Every record must be repeated exactly; omit any pictures they contain.

☆ ☆ ☆ ☆ ☆ ☆ ☆

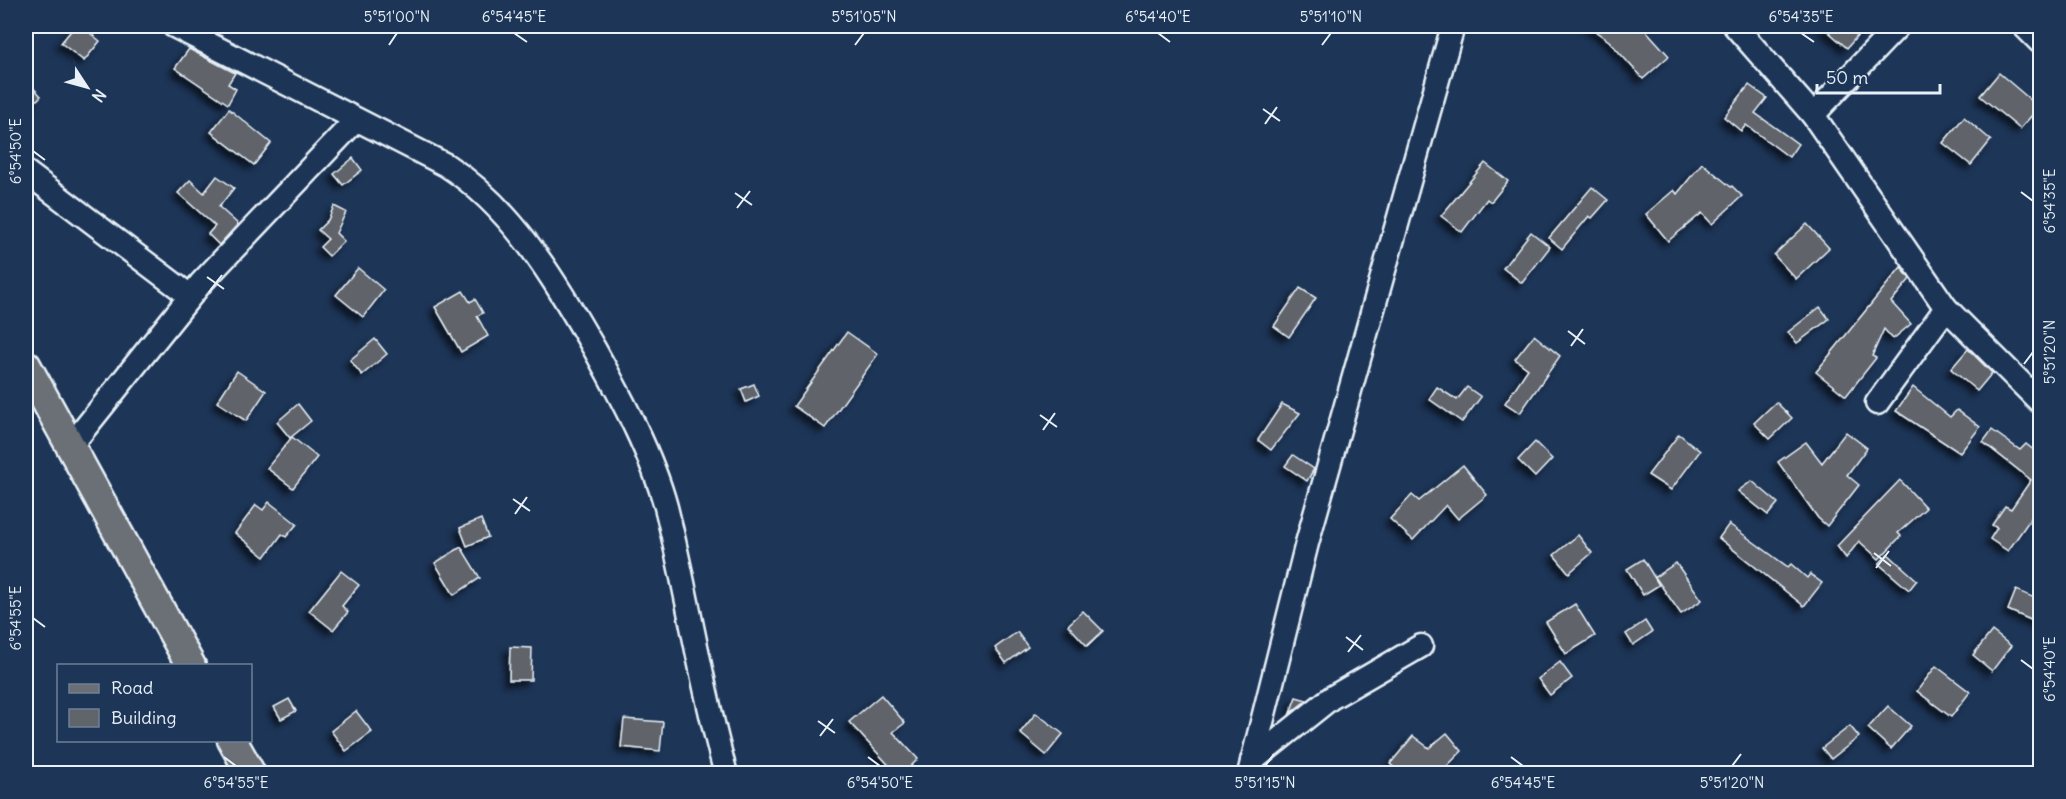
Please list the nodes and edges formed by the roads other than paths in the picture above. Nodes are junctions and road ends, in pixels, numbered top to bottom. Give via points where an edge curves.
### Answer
1 (174, 26) edge
2 (1452, 26) edge
3 (1735, 26) edge
4 (1898, 26) edge
5 (2024, 26) edge
6 (2040, 42) edge
7 (1813, 115) junction
8 (356, 120) junction
9 (26, 172) edge
10 (190, 296) junction
11 (1946, 308) junction
12 (26, 365) edge
13 (2040, 402) edge
14 (1877, 403) dead end
15 (69, 448) junction
16 (1421, 646) dead end
17 (189, 664) edge
18 (233, 742) edge
19 (1250, 768) edge
20 (251, 774) edge
21 (726, 774) edge

1 - 8 street
2 - 19 street via 1310,532
3 - 7 street
4 - 7 street
5 - 6 street
7 - 11 street
8 - 10 street
8 - 21 street via 446,165 471,181 504,214 551,274 627,406 665,505
9 - 10 street
10 - 15 street
11 - 13 street
11 - 14 street
12 - 15 main road
15 - 17 main road
16 - 19 street via 1331,698
18 - 20 main road

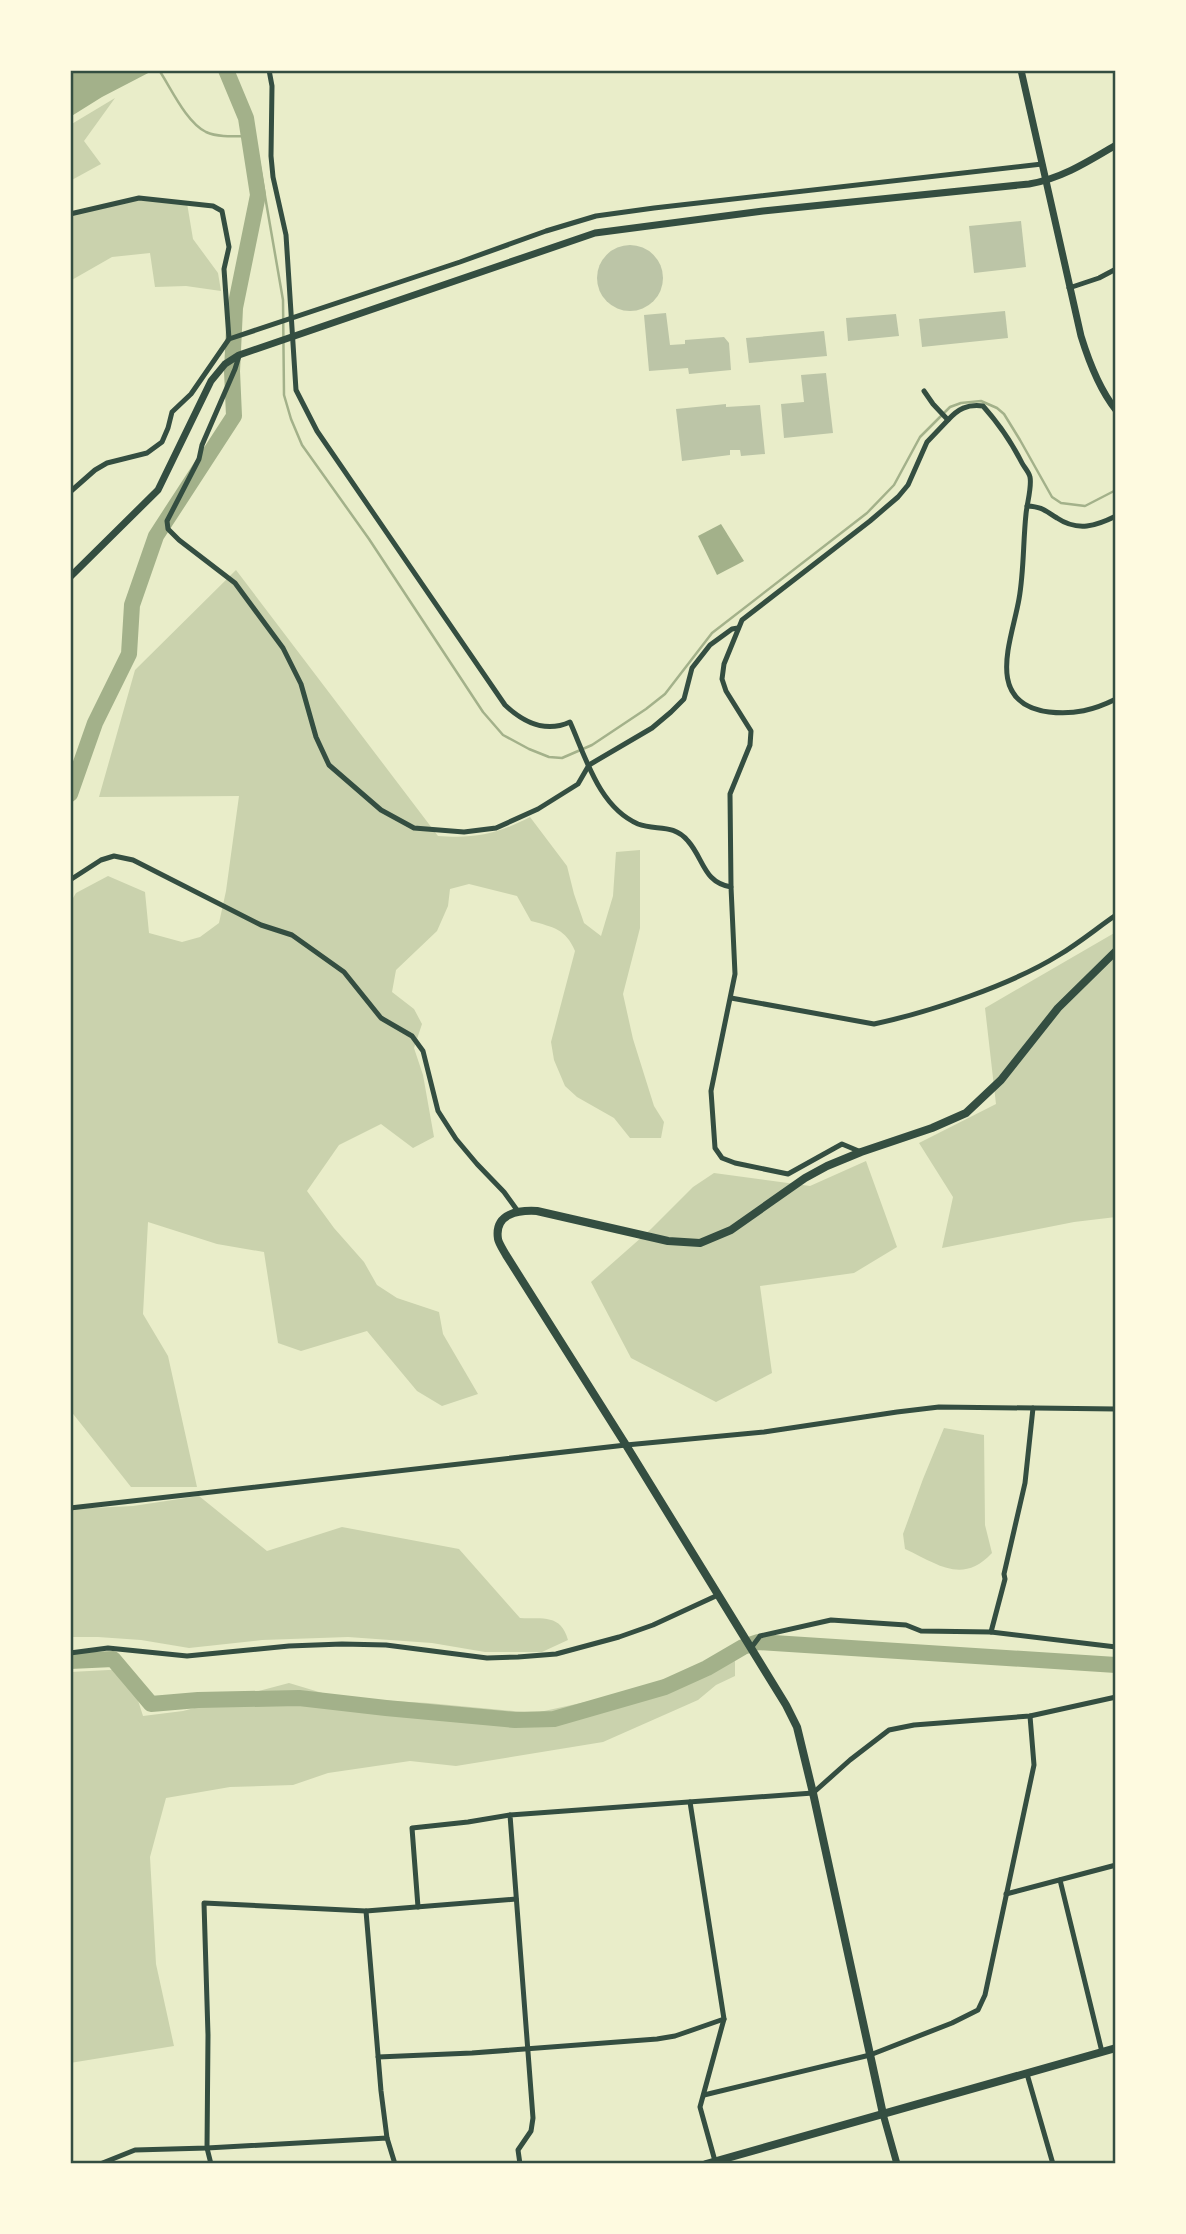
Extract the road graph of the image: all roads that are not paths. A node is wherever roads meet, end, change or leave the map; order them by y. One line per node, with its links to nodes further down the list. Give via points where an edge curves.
1 (269, 70): 9 (street, via 271,156 286,235)
2 (1021, 70): 4 (street)
3 (1116, 145): 5 (street)
4 (1042, 164): 5 (street); 9 (street, via 596,216)
5 (1045, 182): 8 (street); 10 (street, via 595,233)
6 (70, 214): 11 (street, via 139,198 213,206 222,211 229,247 224,270)
7 (1116, 269): 8 (street)
8 (1069, 288): 14 (street, via 1088,361)
9 (291, 318): 10 (street); 11 (street)
10 (292, 336): 12 (street); 22 (street, via 296,390 304,408 505,705 517,717 546,727 570,722)
11 (229, 339): 16 (street, via 191,394 172,412 162,442 147,453 107,463)
12 (239, 355): 19 (street, via 211,381 158,490); 22 (street, via 200,460 171,511 168,529 235,583 283,648 301,684 329,765 404,824 464,832 496,828 538,809 578,784)
13 (924, 391): 15 (street)
14 (1116, 410)
15 (946, 418): 17 (street, via 973,405 983,406 1009,438 1030,477); 20 (street, via 927,442 898,497 742,620)
16 (70, 492)
17 (1027, 506): 18 (street, via 1043,507 1072,526 1095,526); 21 (street, via 1019,599 1006,658 1014,694 1026,705 1064,713 1101,707)
18 (1116, 516)
19 (70, 577)
20 (738, 628): 22 (street, via 710,645 698,660 684,699 671,712); 24 (street, via 722,679 751,731 750,746 730,794)
21 (1116, 699)
22 (589, 765): 24 (street, via 596,782 625,816 641,825 677,832 690,842 704,870)
23 (70, 880): 29 (street, via 101,860 114,856 133,860 313,949 344,972 381,1018 412,1036 423,1051 444,1120)
24 (731, 887): 27 (street, via 735,974)
25 (1116, 915): 27 (street, via 1058,956 1012,979 886,1022 874,1024)
26 (1116, 951): 28 (main road, via 1058,1008 1001,1080 966,1113)
27 (731, 998): 28 (street, via 711,1091 715,1148 722,1158 788,1174 842,1144)
28 (861, 1152): 29 (main road, via 805,1178 731,1230 700,1243 667,1241)
29 (517, 1210): 32 (main road, via 505,1217 498,1239)
30 (1033, 1408): 31 (street); 32 (street, via 940,1407 764,1432); 35 (street, via 1025,1483)
31 (1116, 1409)
32 (626, 1445): 33 (street); 34 (main road)
33 (70, 1507)
34 (718, 1595): 37 (main road); 38 (street, via 653,1625 556,1654 487,1658 342,1643 187,1656 108,1648)
35 (992, 1632): 36 (street); 37 (street, via 921,1631 906,1625 831,1620 760,1636)
36 (1116, 1647)
37 (750, 1648): 41 (main road, via 797,1727)
38 (70, 1653)
39 (1116, 1697): 40 (street)
40 (1030, 1716): 41 (street, via 889,1730); 46 (street, via 1034,1765)
41 (813, 1793): 42 (street); 54 (main road)
42 (690, 1802): 43 (street); 50 (street)
43 (510, 1815): 47 (street); 48 (street, via 412,1828)
44 (1116, 1865): 45 (street)
45 (1060, 1880): 46 (street); 53 (street)
46 (1006, 1894): 54 (street, via 978,2010)
47 (516, 1899): 48 (street); 51 (street)
48 (418, 1907): 49 (street)
49 (366, 1911): 55 (street); 60 (street, via 204,1903)
50 (724, 2019): 51 (street, via 675,2036); 57 (street)
51 (528, 2048): 55 (street); 66 (street, via 533,2118 531,2131 517,2150)
52 (1116, 2048): 53 (main road)
53 (1102, 2052): 56 (main road)
54 (870, 2055): 57 (street); 58 (main road)
55 (378, 2057): 59 (street)
56 (1027, 2074): 58 (main road); 68 (street)
57 (704, 2095): 62 (street, via 700,2107)
58 (883, 2114): 61 (main road); 67 (street)
59 (387, 2138): 60 (street); 65 (street)
60 (207, 2148): 63 (street, via 135,2150); 64 (street)
61 (736, 2160): 62 (main road)
62 (711, 2163)
63 (100, 2164)
64 (211, 2164)
65 (395, 2164)
66 (520, 2164)
67 (897, 2164)
68 (1053, 2164)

☆ ☆ ☆ ☆ ☆ ☆ ☆

→ **Result below**:
Please list the nodes and edges formed by the roads other than paths in the picture above. Nodes are junctions and road ends, in pixels, numbered top to bottom. Give via points where an edge curves.
### Answer
1 (174, 26) edge
2 (1452, 26) edge
3 (1735, 26) edge
4 (1898, 26) edge
5 (2024, 26) edge
6 (2040, 42) edge
7 (1813, 115) junction
8 (356, 120) junction
9 (26, 172) edge
10 (190, 296) junction
11 (1946, 308) junction
12 (26, 365) edge
13 (2040, 402) edge
14 (1877, 403) dead end
15 (69, 448) junction
16 (1421, 646) dead end
17 (189, 664) edge
18 (233, 742) edge
19 (1250, 768) edge
20 (251, 774) edge
21 (726, 774) edge

1 - 8 street
2 - 19 street via 1310,532
3 - 7 street
4 - 7 street
5 - 6 street
7 - 11 street
8 - 10 street
8 - 21 street via 446,165 471,181 504,214 551,274 627,406 665,505
9 - 10 street
10 - 15 street
11 - 13 street
11 - 14 street
12 - 15 main road
15 - 17 main road
16 - 19 street via 1331,698
18 - 20 main road

Extract the road graph of the image: all roads that are not paths. A node is wherever roads meet, end, change or leave the map; order them by y. One line per node, with its links to nodes further down the list. Give via points where an edge curves.
1 (269, 70): 9 (street, via 271,156 286,235)
2 (1021, 70): 4 (street)
3 (1116, 145): 5 (street)
4 (1042, 164): 5 (street); 9 (street, via 596,216)
5 (1045, 182): 8 (street); 10 (street, via 595,233)
6 (70, 214): 11 (street, via 139,198 213,206 222,211 229,247 224,270)
7 (1116, 269): 8 (street)
8 (1069, 288): 14 (street, via 1088,361)
9 (291, 318): 10 (street); 11 (street)
10 (292, 336): 12 (street); 22 (street, via 296,390 304,408 505,705 517,717 546,727 570,722)
11 (229, 339): 16 (street, via 191,394 172,412 162,442 147,453 107,463)
12 (239, 355): 19 (street, via 211,381 158,490); 22 (street, via 200,460 171,511 168,529 235,583 283,648 301,684 329,765 404,824 464,832 496,828 538,809 578,784)
13 (924, 391): 15 (street)
14 (1116, 410)
15 (946, 418): 17 (street, via 973,405 983,406 1009,438 1030,477); 20 (street, via 927,442 898,497 742,620)
16 (70, 492)
17 (1027, 506): 18 (street, via 1043,507 1072,526 1095,526); 21 (street, via 1019,599 1006,658 1014,694 1026,705 1064,713 1101,707)
18 (1116, 516)
19 (70, 577)
20 (738, 628): 22 (street, via 710,645 698,660 684,699 671,712); 24 (street, via 722,679 751,731 750,746 730,794)
21 (1116, 699)
22 (589, 765): 24 (street, via 596,782 625,816 641,825 677,832 690,842 704,870)
23 (70, 880): 29 (street, via 101,860 114,856 133,860 313,949 344,972 381,1018 412,1036 423,1051 444,1120)
24 (731, 887): 27 (street, via 735,974)
25 (1116, 915): 27 (street, via 1058,956 1012,979 886,1022 874,1024)
26 (1116, 951): 28 (main road, via 1058,1008 1001,1080 966,1113)
27 (731, 998): 28 (street, via 711,1091 715,1148 722,1158 788,1174 842,1144)
28 (861, 1152): 29 (main road, via 805,1178 731,1230 700,1243 667,1241)
29 (517, 1210): 32 (main road, via 505,1217 498,1239)
30 (1033, 1408): 31 (street); 32 (street, via 940,1407 764,1432); 35 (street, via 1025,1483)
31 (1116, 1409)
32 (626, 1445): 33 (street); 34 (main road)
33 (70, 1507)
34 (718, 1595): 37 (main road); 38 (street, via 653,1625 556,1654 487,1658 342,1643 187,1656 108,1648)
35 (992, 1632): 36 (street); 37 (street, via 921,1631 906,1625 831,1620 760,1636)
36 (1116, 1647)
37 (750, 1648): 41 (main road, via 797,1727)
38 (70, 1653)
39 (1116, 1697): 40 (street)
40 (1030, 1716): 41 (street, via 889,1730); 46 (street, via 1034,1765)
41 (813, 1793): 42 (street); 54 (main road)
42 (690, 1802): 43 (street); 50 (street)
43 (510, 1815): 47 (street); 48 (street, via 412,1828)
44 (1116, 1865): 45 (street)
45 (1060, 1880): 46 (street); 53 (street)
46 (1006, 1894): 54 (street, via 978,2010)
47 (516, 1899): 48 (street); 51 (street)
48 (418, 1907): 49 (street)
49 (366, 1911): 55 (street); 60 (street, via 204,1903)
50 (724, 2019): 51 (street, via 675,2036); 57 (street)
51 (528, 2048): 55 (street); 66 (street, via 533,2118 531,2131 517,2150)
52 (1116, 2048): 53 (main road)
53 (1102, 2052): 56 (main road)
54 (870, 2055): 57 (street); 58 (main road)
55 (378, 2057): 59 (street)
56 (1027, 2074): 58 (main road); 68 (street)
57 (704, 2095): 62 (street, via 700,2107)
58 (883, 2114): 61 (main road); 67 (street)
59 (387, 2138): 60 (street); 65 (street)
60 (207, 2148): 63 (street, via 135,2150); 64 (street)
61 (736, 2160): 62 (main road)
62 (711, 2163)
63 (100, 2164)
64 (211, 2164)
65 (395, 2164)
66 (520, 2164)
67 (897, 2164)
68 (1053, 2164)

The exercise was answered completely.